Without the pictures, give the records again exactly as they appear.

○ ○ ○ ○ ○ ○ ○

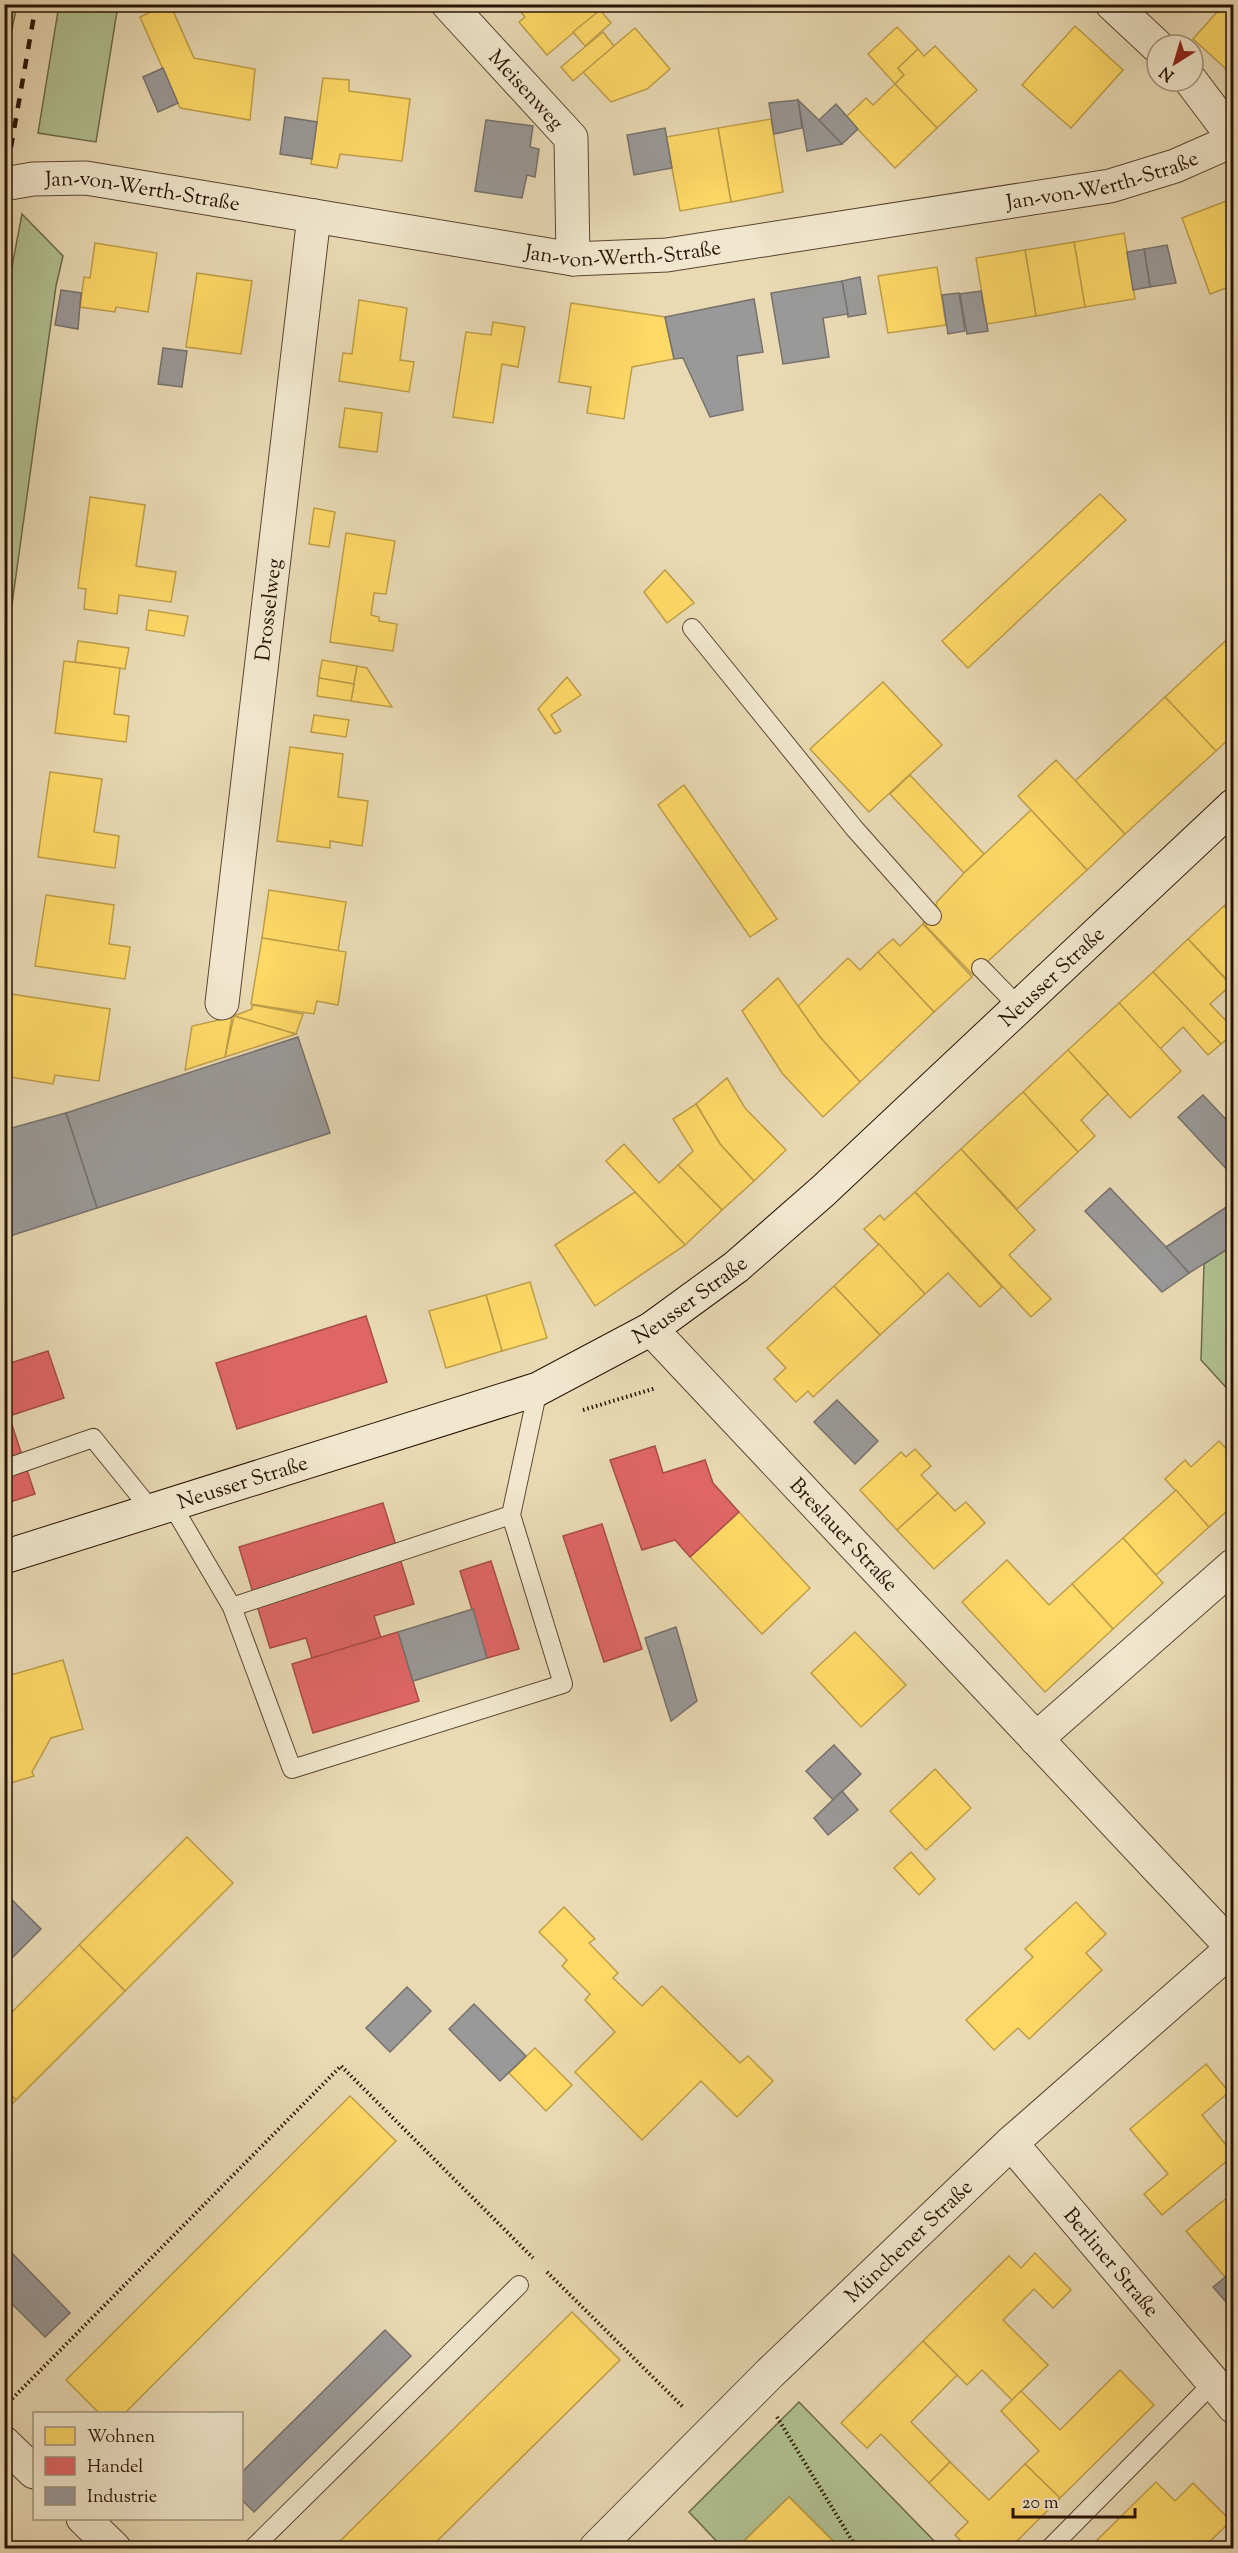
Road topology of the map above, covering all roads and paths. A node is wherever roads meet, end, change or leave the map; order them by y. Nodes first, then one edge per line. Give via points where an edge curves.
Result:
1 (448, 4) edge
2 (1113, 4) edge
3 (1145, 35) edge
4 (1200, 93) edge
5 (1233, 139) edge
6 (4, 184) edge
7 (314, 216) junction
8 (573, 259) junction
9 (692, 628) dead end
10 (1233, 805) edge
11 (932, 916) dead end
12 (981, 968) dead end
13 (222, 1003) dead end
14 (1018, 1006) junction
15 (651, 1329) junction
16 (538, 1389) junction
17 (4, 1468) edge
18 (162, 1508) junction
19 (511, 1515) junction
20 (4, 1557) edge
21 (1233, 1565) edge
22 (232, 1607) junction
23 (1036, 1739) junction
24 (1233, 1948) edge
25 (1011, 2143) junction
26 (519, 2286) dead end
27 (758, 2386) junction
28 (1223, 2395) edge
29 (4, 2407) edge
30 (711, 2434) junction
31 (4, 2443) edge
32 (33, 2471) edge
33 (85, 2520) edge
34 (114, 2548) edge
35 (253, 2548) edge
36 (596, 2548) edge
37 (854, 2548) edge
38 (1050, 2548) edge

1 - 8 street, Meisenweg via 571,138
2 - 3 street
4 - 5 street
5 - 8 street, Jan-von-Werth-Straße via 1175,166 1110,186 667,255
6 - 7 street, Jan-von-Werth-Straße via 86,178
7 - 8 street, Jan-von-Werth-Straße
7 - 13 street, Drosselweg
9 - 11 lane via 854,828
10 - 14 street, Neusser Straße
12 - 14 lane
14 - 15 street, Neusser Straße via 823,1191 736,1267
15 - 16 street, Neusser Straße
15 - 23 street, Breslauer Straße
16 - 18 street, Neusser Straße
16 - 19 lane
17 - 18 lane via 93,1438
18 - 20 street, Neusser Straße
18 - 22 lane
19 - 22 lane
19 - 22 lane via 562,1684 292,1769
21 - 23 street
23 - 24 street, Breslauer Straße
24 - 25 street, Münchener Straße
25 - 27 street, Münchener Straße
25 - 28 street, Berliner Straße
26 - 35 lane
27 - 30 street, Münchener Straße
27 - 37 path
28 - 38 lane, Berliner Straße
29 - 30 path via 341,2066
30 - 36 street, Münchener Straße
31 - 32 street
33 - 34 street

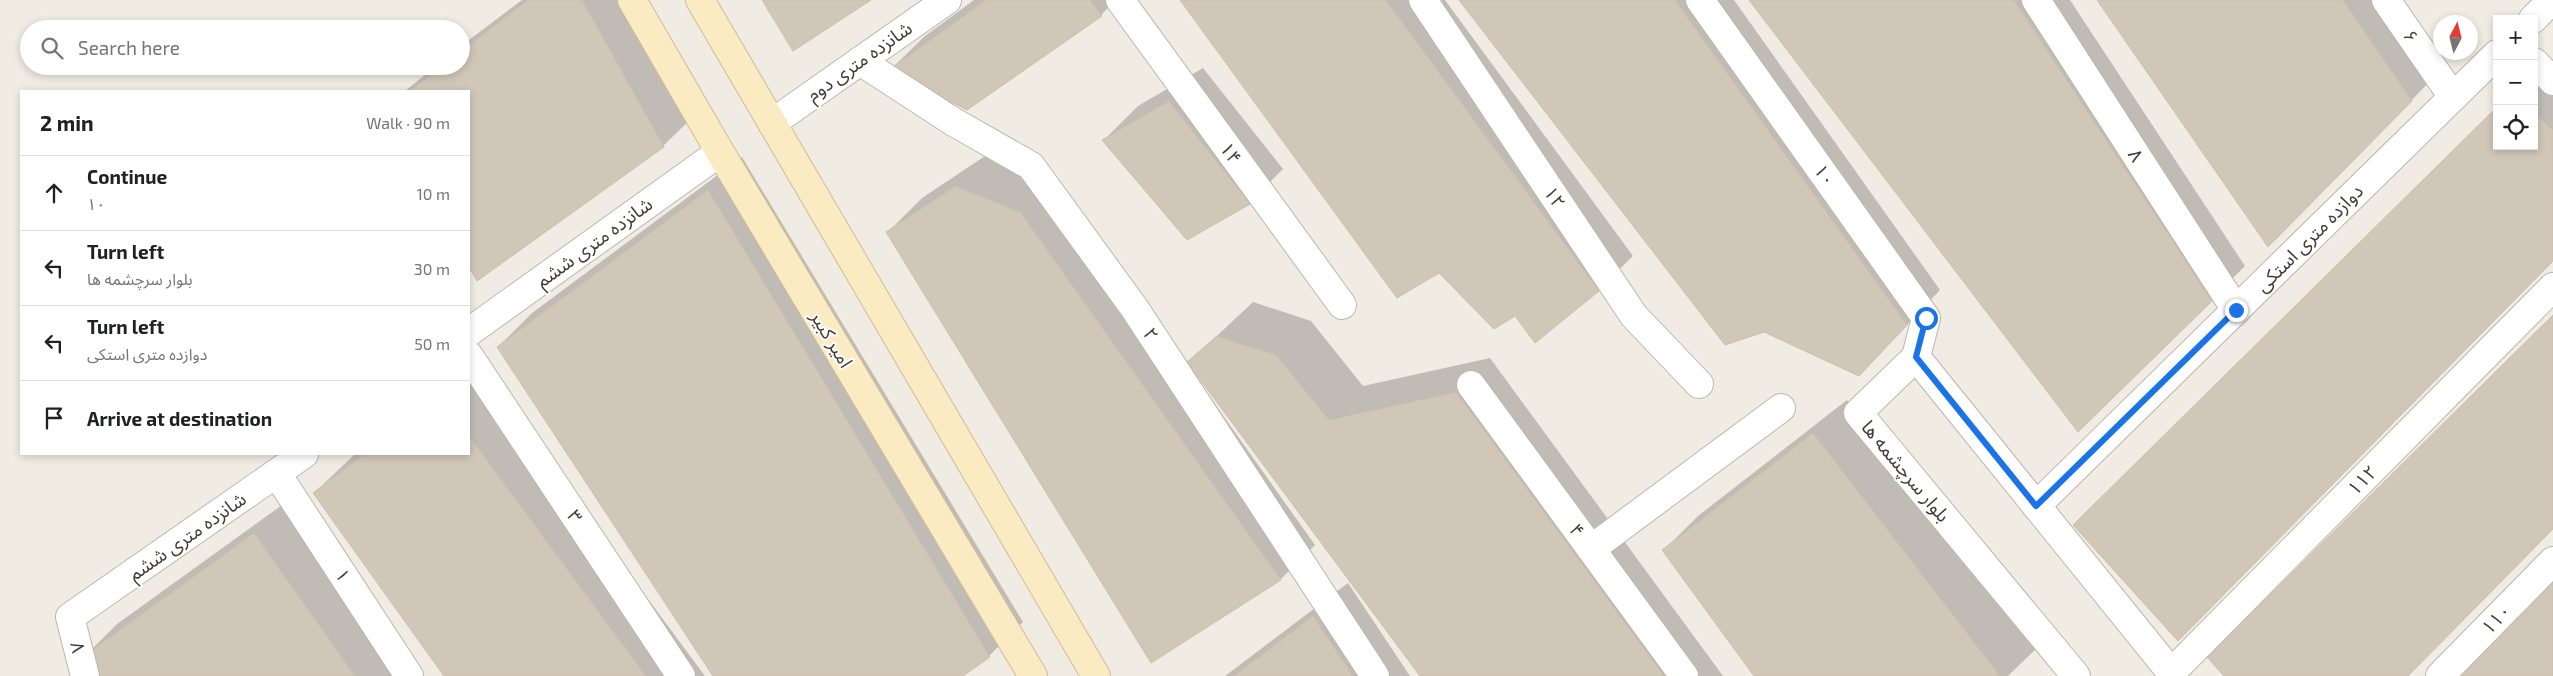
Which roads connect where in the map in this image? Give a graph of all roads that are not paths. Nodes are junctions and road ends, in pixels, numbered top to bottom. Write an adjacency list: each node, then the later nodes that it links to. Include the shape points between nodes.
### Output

○ ○ ○ ○ ○ ○ ○

• [COMPLETED EXERCISE]
Road topology of the map above, covering all roads and paths. A node is wherever roads meet, end, change or leave the map; order them by y. Nodes first, then one edge per line. Give via points where an edge curves.
Result:
1 (448, 4) edge
2 (1113, 4) edge
3 (1145, 35) edge
4 (1200, 93) edge
5 (1233, 139) edge
6 (4, 184) edge
7 (314, 216) junction
8 (573, 259) junction
9 (692, 628) dead end
10 (1233, 805) edge
11 (932, 916) dead end
12 (981, 968) dead end
13 (222, 1003) dead end
14 (1018, 1006) junction
15 (651, 1329) junction
16 (538, 1389) junction
17 (4, 1468) edge
18 (162, 1508) junction
19 (511, 1515) junction
20 (4, 1557) edge
21 (1233, 1565) edge
22 (232, 1607) junction
23 (1036, 1739) junction
24 (1233, 1948) edge
25 (1011, 2143) junction
26 (519, 2286) dead end
27 (758, 2386) junction
28 (1223, 2395) edge
29 (4, 2407) edge
30 (711, 2434) junction
31 (4, 2443) edge
32 (33, 2471) edge
33 (85, 2520) edge
34 (114, 2548) edge
35 (253, 2548) edge
36 (596, 2548) edge
37 (854, 2548) edge
38 (1050, 2548) edge

1 - 8 street, Meisenweg via 571,138
2 - 3 street
4 - 5 street
5 - 8 street, Jan-von-Werth-Straße via 1175,166 1110,186 667,255
6 - 7 street, Jan-von-Werth-Straße via 86,178
7 - 8 street, Jan-von-Werth-Straße
7 - 13 street, Drosselweg
9 - 11 lane via 854,828
10 - 14 street, Neusser Straße
12 - 14 lane
14 - 15 street, Neusser Straße via 823,1191 736,1267
15 - 16 street, Neusser Straße
15 - 23 street, Breslauer Straße
16 - 18 street, Neusser Straße
16 - 19 lane
17 - 18 lane via 93,1438
18 - 20 street, Neusser Straße
18 - 22 lane
19 - 22 lane
19 - 22 lane via 562,1684 292,1769
21 - 23 street
23 - 24 street, Breslauer Straße
24 - 25 street, Münchener Straße
25 - 27 street, Münchener Straße
25 - 28 street, Berliner Straße
26 - 35 lane
27 - 30 street, Münchener Straße
27 - 37 path
28 - 38 lane, Berliner Straße
29 - 30 path via 341,2066
30 - 36 street, Münchener Straße
31 - 32 street
33 - 34 street

Which roads connect where in the map in this image? Give a graph of all roads that are not paths. Nodes are junctions and road ends, in pixels, numbered top to bottom. Write an adjacency list: each node, then the later nodes that it links to. Include the shape points between nodes.
### Output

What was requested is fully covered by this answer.